Collected data entries:
——

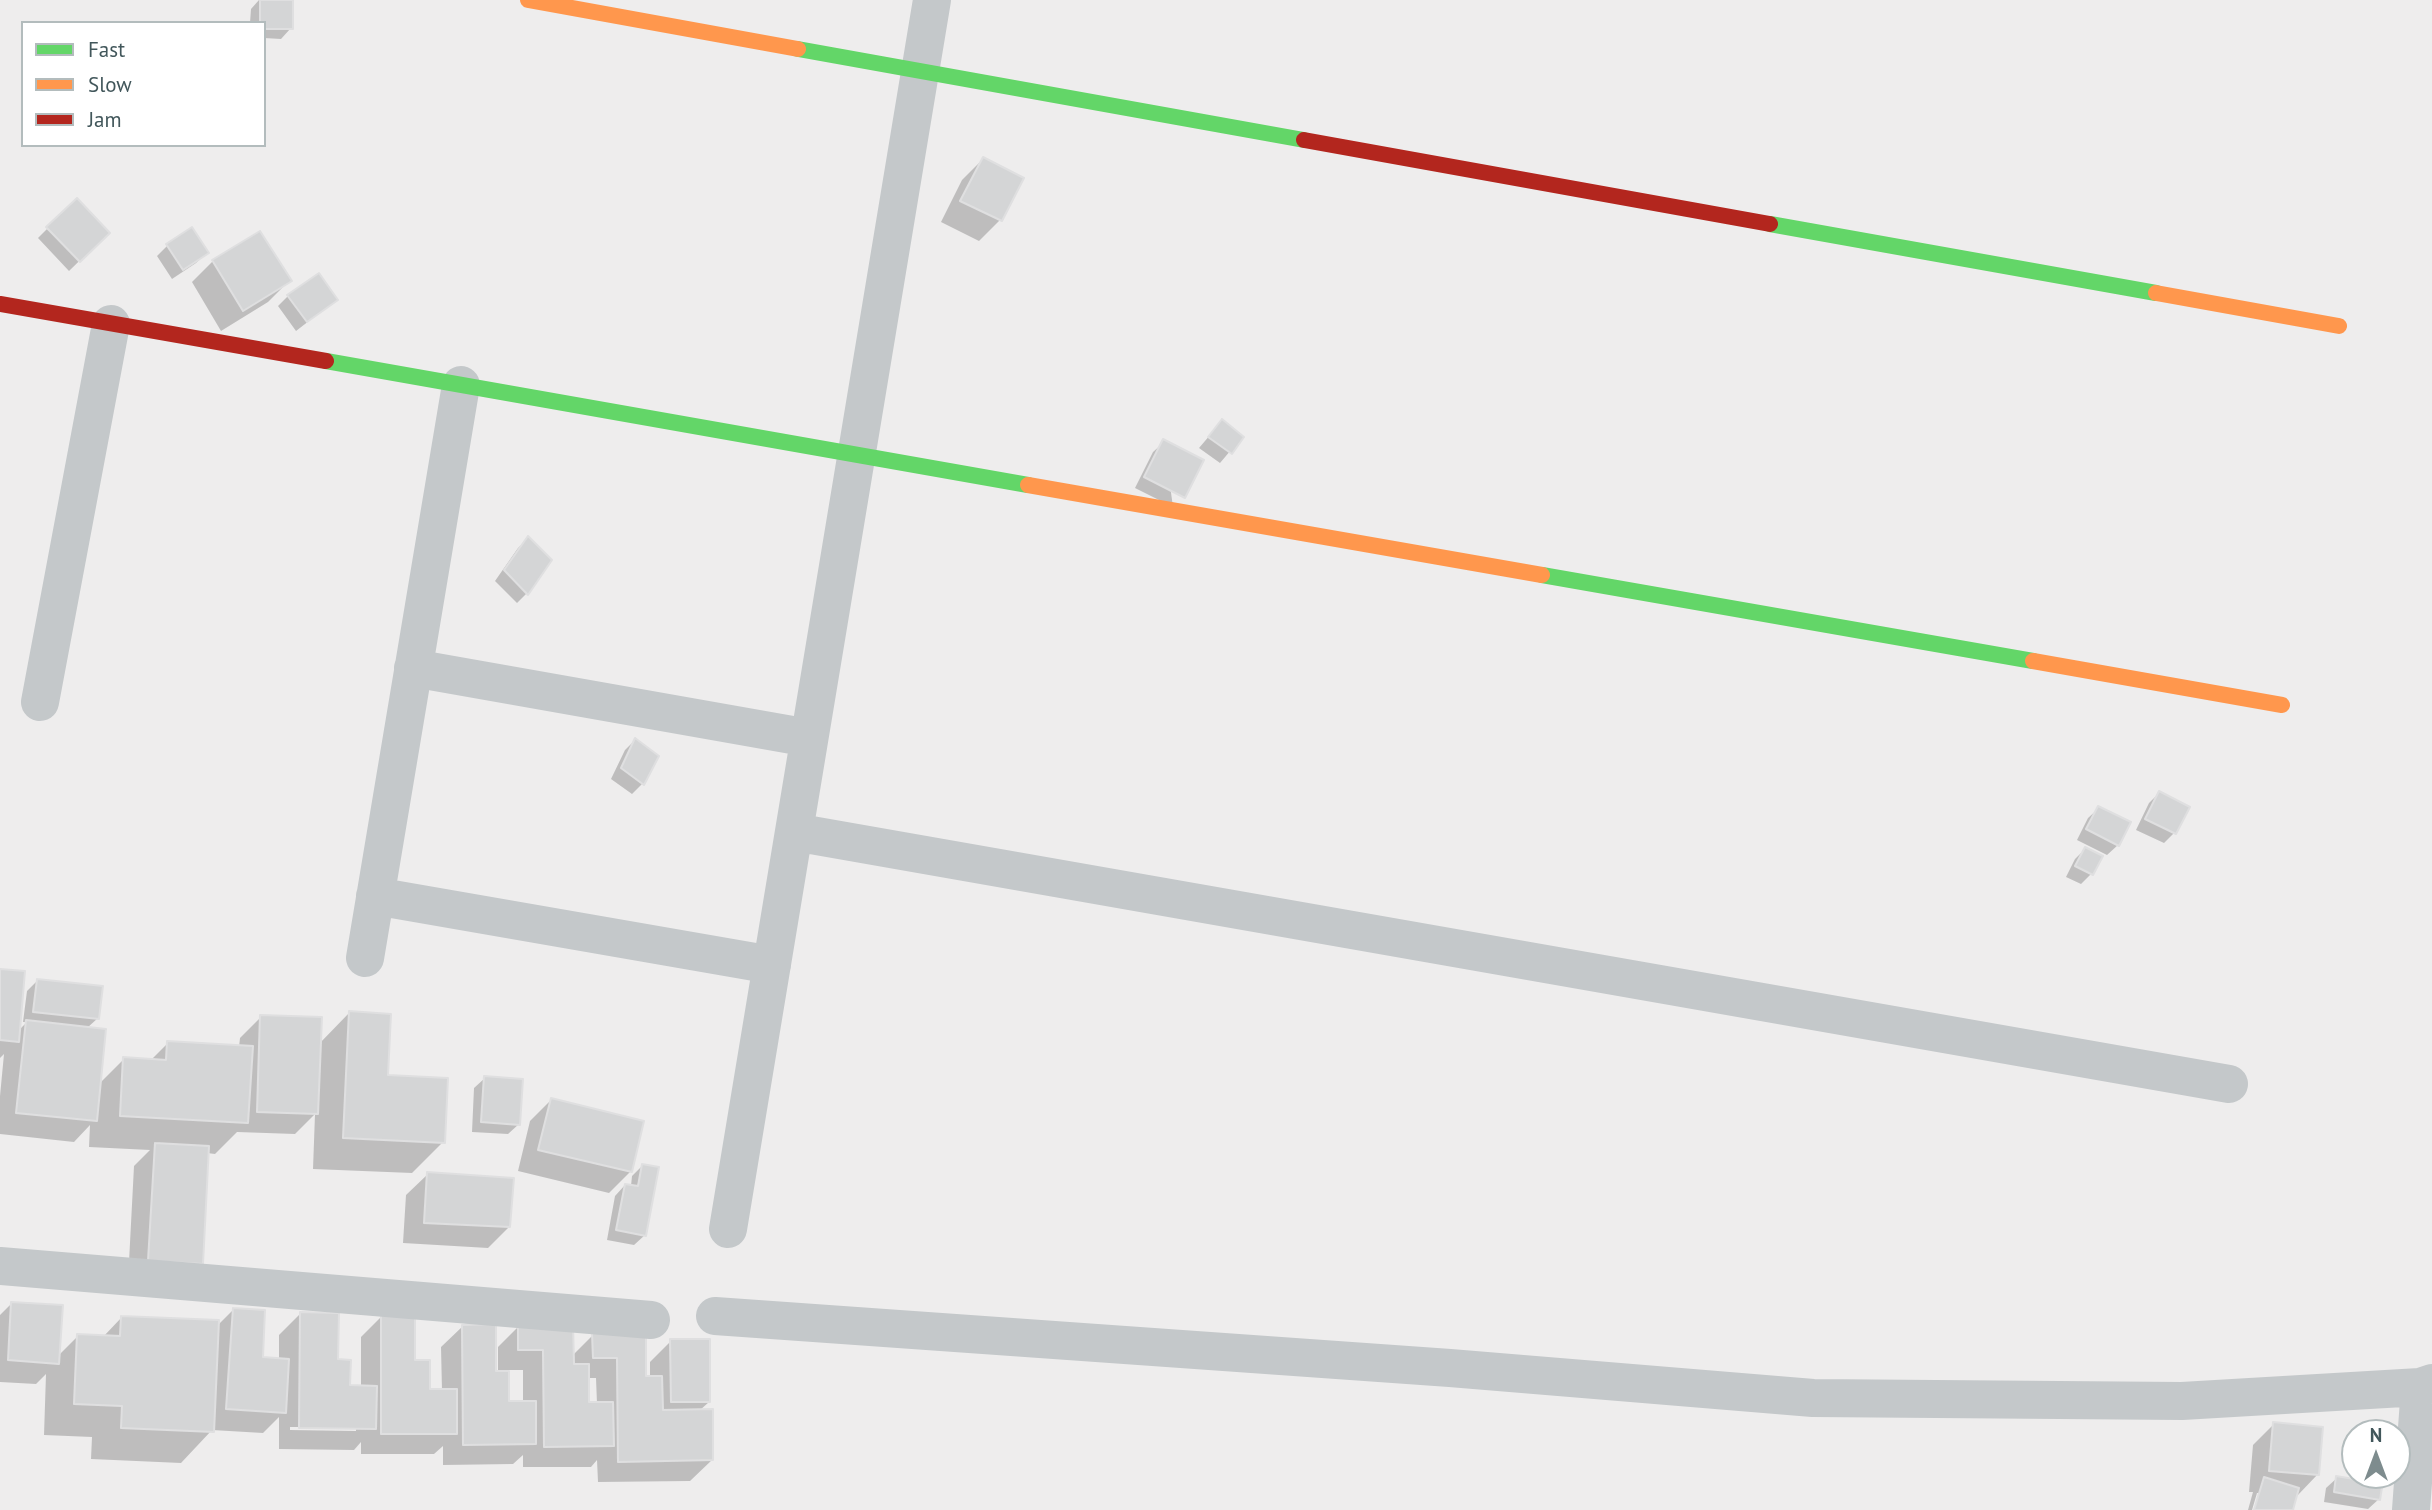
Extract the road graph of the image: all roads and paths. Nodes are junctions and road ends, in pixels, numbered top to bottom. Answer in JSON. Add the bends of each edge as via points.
{"nodes":[{"id":1,"x":528,"y":0,"type":"edge"},
{"id":2,"x":932,"y":0,"type":"edge"},
{"id":3,"x":920,"y":71,"type":"junction"},
{"id":4,"x":0,"y":304,"type":"edge"},
{"id":5,"x":111,"y":324,"type":"junction"},
{"id":6,"x":2339,"y":326,"type":"dead end"},
{"id":7,"x":461,"y":385,"type":"junction"},
{"id":8,"x":857,"y":455,"type":"junction"},
{"id":9,"x":413,"y":668,"type":"junction"},
{"id":10,"x":40,"y":702,"type":"dead end"},
{"id":11,"x":2282,"y":705,"type":"dead end"},
{"id":12,"x":809,"y":738,"type":"junction"},
{"id":13,"x":794,"y":832,"type":"junction"},
{"id":14,"x":375,"y":896,"type":"junction"},
{"id":15,"x":365,"y":958,"type":"dead end"},
{"id":16,"x":772,"y":965,"type":"junction"},
{"id":17,"x":2228,"y":1084,"type":"dead end"},
{"id":18,"x":728,"y":1229,"type":"dead end"},
{"id":19,"x":0,"y":1266,"type":"edge"},
{"id":20,"x":715,"y":1316,"type":"dead end"},
{"id":21,"x":651,"y":1320,"type":"dead end"},
{"id":22,"x":2426,"y":1385,"type":"edge"},
{"id":23,"x":2411,"y":1510,"type":"edge"}],
"edges":[{"from":1,"to":3,"type":"street"},
{"from":2,"to":3,"type":"street"},
{"from":3,"to":6,"type":"street"},
{"from":3,"to":8,"type":"street"},
{"from":4,"to":5,"type":"street"},
{"from":5,"to":7,"type":"street"},
{"from":5,"to":10,"type":"street"},
{"from":7,"to":8,"type":"street"},
{"from":7,"to":9,"type":"street"},
{"from":8,"to":11,"type":"street"},
{"from":8,"to":12,"type":"street"},
{"from":9,"to":12,"type":"street"},
{"from":9,"to":14,"type":"street"},
{"from":12,"to":13,"type":"street"},
{"from":13,"to":16,"type":"street"},
{"from":13,"to":17,"type":"street"},
{"from":14,"to":15,"type":"street"},
{"from":14,"to":16,"type":"street"},
{"from":16,"to":18,"type":"street"},
{"from":19,"to":21,"type":"street"},
{"from":20,"to":22,"type":"street","via":[[1813,1398],[2182,1401]]},
{"from":22,"to":23,"type":"street"}]}
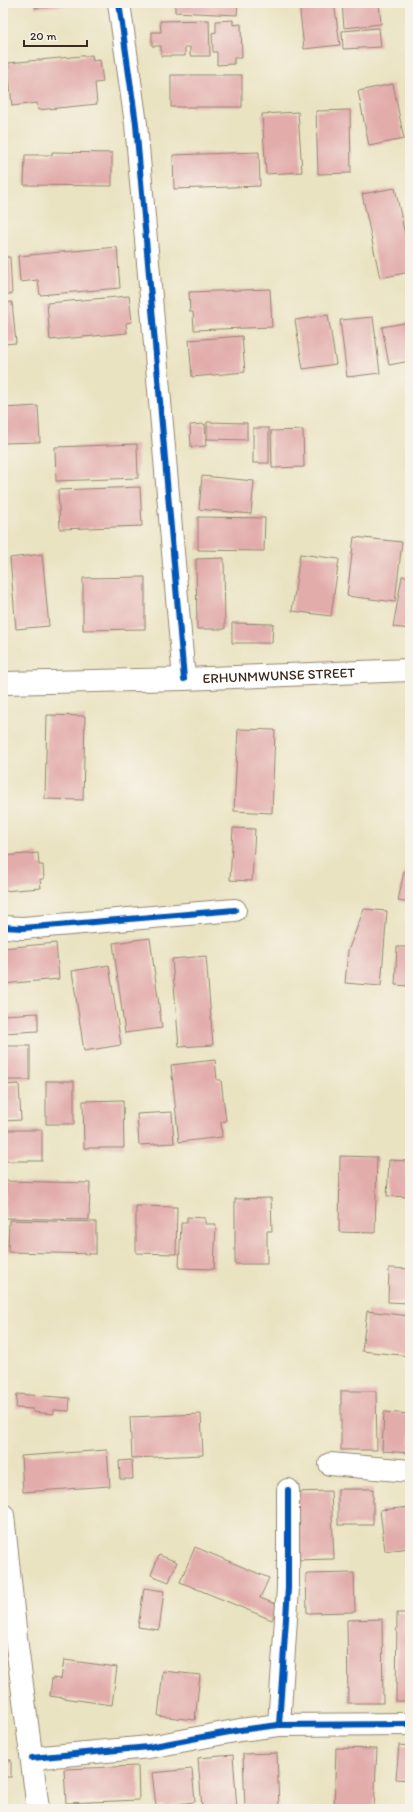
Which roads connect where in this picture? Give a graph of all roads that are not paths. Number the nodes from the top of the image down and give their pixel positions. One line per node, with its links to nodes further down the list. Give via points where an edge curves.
1 (119, 3): 3 (street, via 136,124)
2 (410, 670): 3 (street, ERHUNMWUNSE STREET)
3 (184, 678): 4 (street, ERHUNMWUNSE STREET)
4 (3, 683)
5 (235, 910): 6 (street, via 23,928)
6 (3, 927)
7 (330, 1464): 8 (street)
8 (410, 1471)
9 (288, 1490): 13 (street, via 288,1588)
10 (3, 1515): 11 (street)
11 (9, 1640): 14 (street)
12 (410, 1724): 13 (street)
13 (279, 1725): 14 (street, via 149,1747)
14 (32, 1758): 15 (street)
15 (38, 1809)

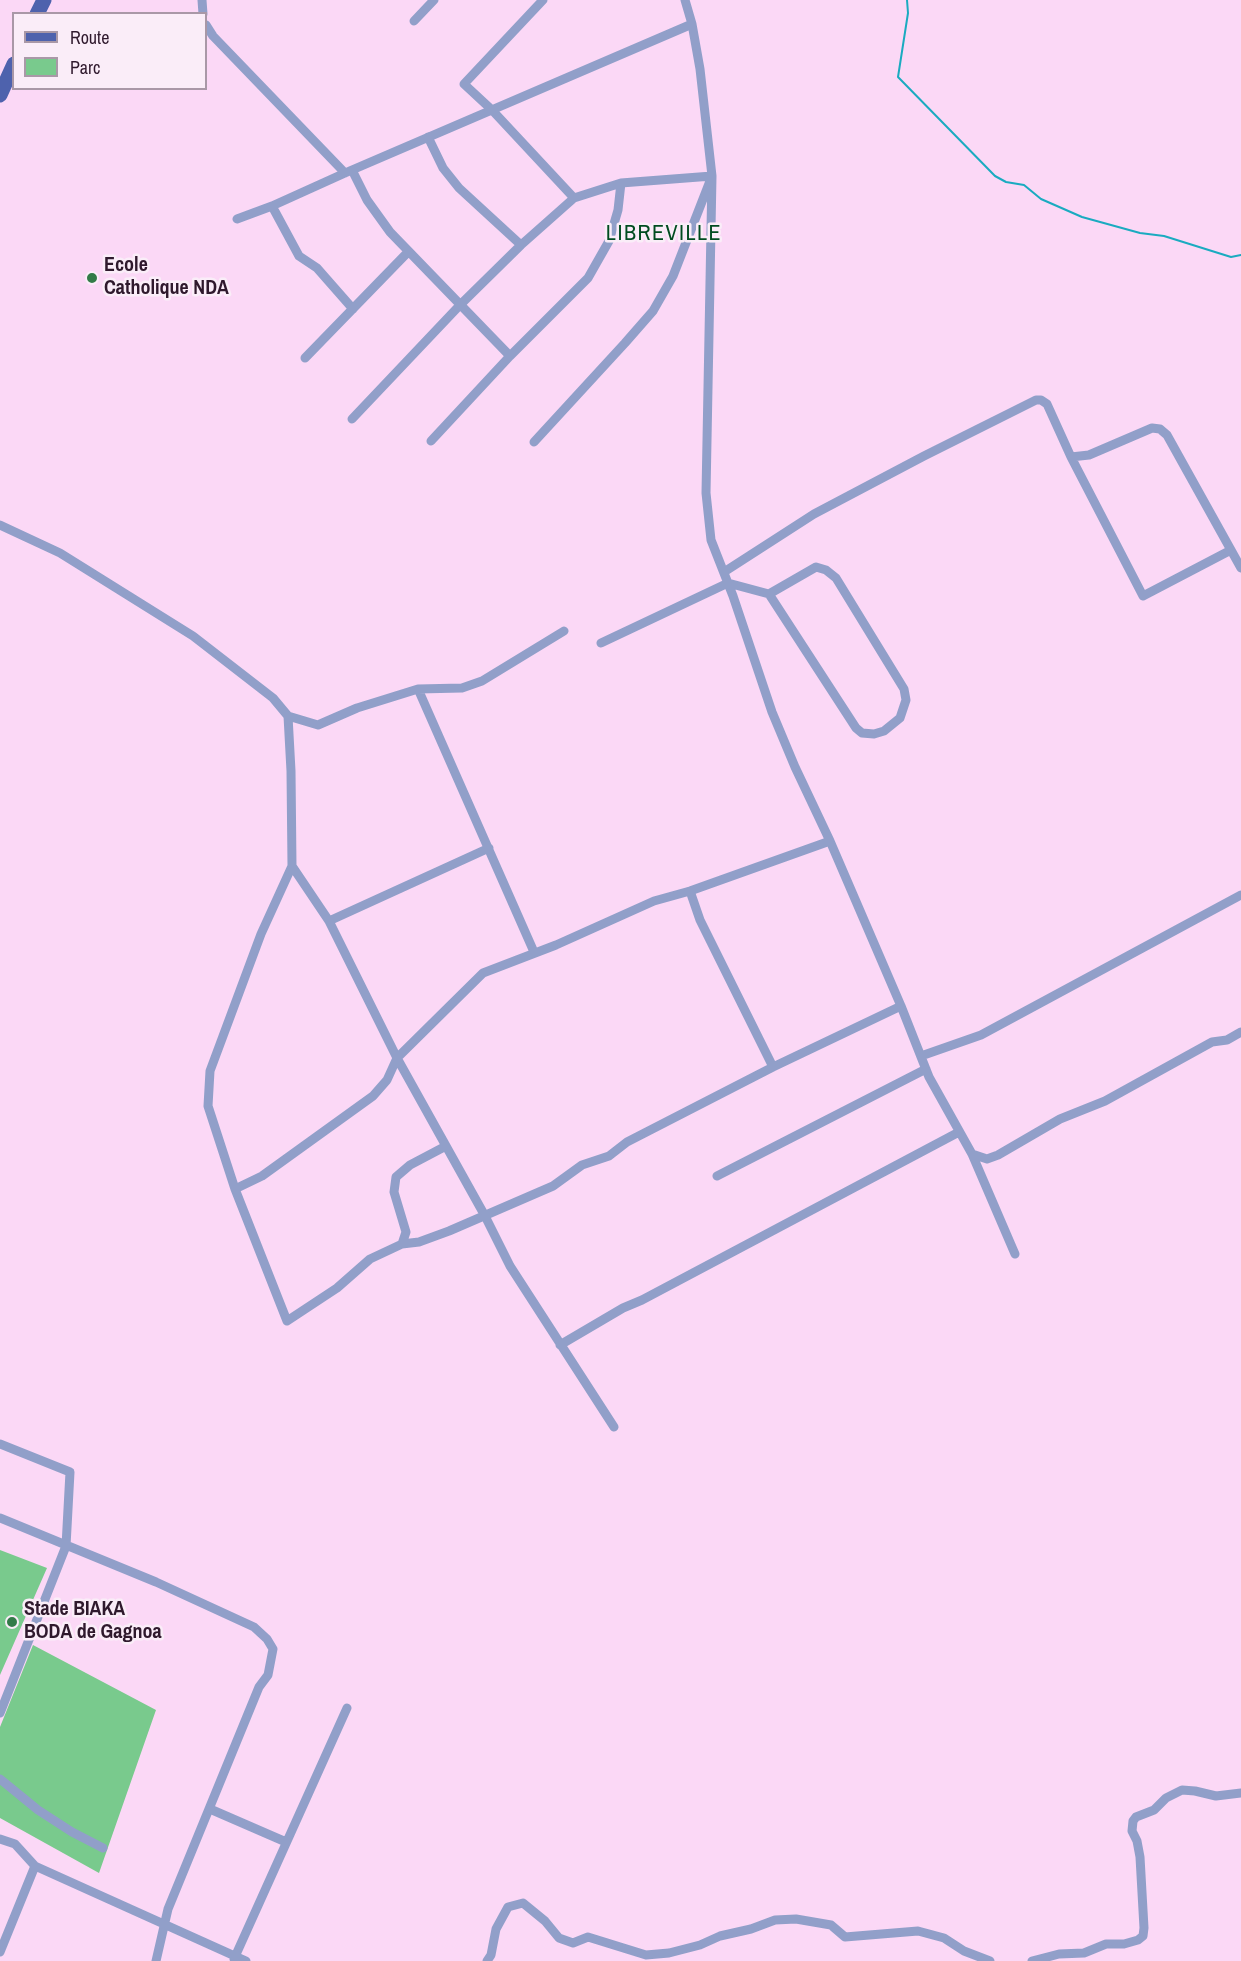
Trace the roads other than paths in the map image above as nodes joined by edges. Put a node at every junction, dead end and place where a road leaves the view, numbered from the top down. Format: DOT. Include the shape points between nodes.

——

- What you will do -
Retype the records above exactly, leaving every picture out of your copy.

- Written solution -
Extract the road graph of the image: all roads and paths. Nodes are junctions and road ends, in pixels, numbered top to bottom. Answer in JSON. Add the bends of each edge as via points.
{"nodes":[{"id":1,"x":528,"y":0,"type":"edge"},
{"id":2,"x":932,"y":0,"type":"edge"},
{"id":3,"x":920,"y":71,"type":"junction"},
{"id":4,"x":0,"y":304,"type":"edge"},
{"id":5,"x":111,"y":324,"type":"junction"},
{"id":6,"x":2339,"y":326,"type":"dead end"},
{"id":7,"x":461,"y":385,"type":"junction"},
{"id":8,"x":857,"y":455,"type":"junction"},
{"id":9,"x":413,"y":668,"type":"junction"},
{"id":10,"x":40,"y":702,"type":"dead end"},
{"id":11,"x":2282,"y":705,"type":"dead end"},
{"id":12,"x":809,"y":738,"type":"junction"},
{"id":13,"x":794,"y":832,"type":"junction"},
{"id":14,"x":375,"y":896,"type":"junction"},
{"id":15,"x":365,"y":958,"type":"dead end"},
{"id":16,"x":772,"y":965,"type":"junction"},
{"id":17,"x":2228,"y":1084,"type":"dead end"},
{"id":18,"x":728,"y":1229,"type":"dead end"},
{"id":19,"x":0,"y":1266,"type":"edge"},
{"id":20,"x":715,"y":1316,"type":"dead end"},
{"id":21,"x":651,"y":1320,"type":"dead end"},
{"id":22,"x":2426,"y":1385,"type":"edge"},
{"id":23,"x":2411,"y":1510,"type":"edge"}],
"edges":[{"from":1,"to":3,"type":"street"},
{"from":2,"to":3,"type":"street"},
{"from":3,"to":6,"type":"street"},
{"from":3,"to":8,"type":"street"},
{"from":4,"to":5,"type":"street"},
{"from":5,"to":7,"type":"street"},
{"from":5,"to":10,"type":"street"},
{"from":7,"to":8,"type":"street"},
{"from":7,"to":9,"type":"street"},
{"from":8,"to":11,"type":"street"},
{"from":8,"to":12,"type":"street"},
{"from":9,"to":12,"type":"street"},
{"from":9,"to":14,"type":"street"},
{"from":12,"to":13,"type":"street"},
{"from":13,"to":16,"type":"street"},
{"from":13,"to":17,"type":"street"},
{"from":14,"to":15,"type":"street"},
{"from":14,"to":16,"type":"street"},
{"from":16,"to":18,"type":"street"},
{"from":19,"to":21,"type":"street"},
{"from":20,"to":22,"type":"street","via":[[1813,1398],[2182,1401]]},
{"from":22,"to":23,"type":"street"}]}
Which roads connect where in this picture? Give a graph of all roads that are not paths. Number the nodes from the top of the image down and give their pixel positions. One line per node, with its links to nodes further down the list. Give via points where an edge curves.
1 (119, 3): 3 (street, via 136,124)
2 (410, 670): 3 (street, ERHUNMWUNSE STREET)
3 (184, 678): 4 (street, ERHUNMWUNSE STREET)
4 (3, 683)
5 (235, 910): 6 (street, via 23,928)
6 (3, 927)
7 (330, 1464): 8 (street)
8 (410, 1471)
9 (288, 1490): 13 (street, via 288,1588)
10 (3, 1515): 11 (street)
11 (9, 1640): 14 (street)
12 (410, 1724): 13 (street)
13 (279, 1725): 14 (street, via 149,1747)
14 (32, 1758): 15 (street)
15 (38, 1809)

Trace the roads other than paths in the map image above as nodes joined by edges. Put a node at every junction, dead end and place where a road leaves the view, numbered from the top down. Format: DOT. Include the shape points between nodes.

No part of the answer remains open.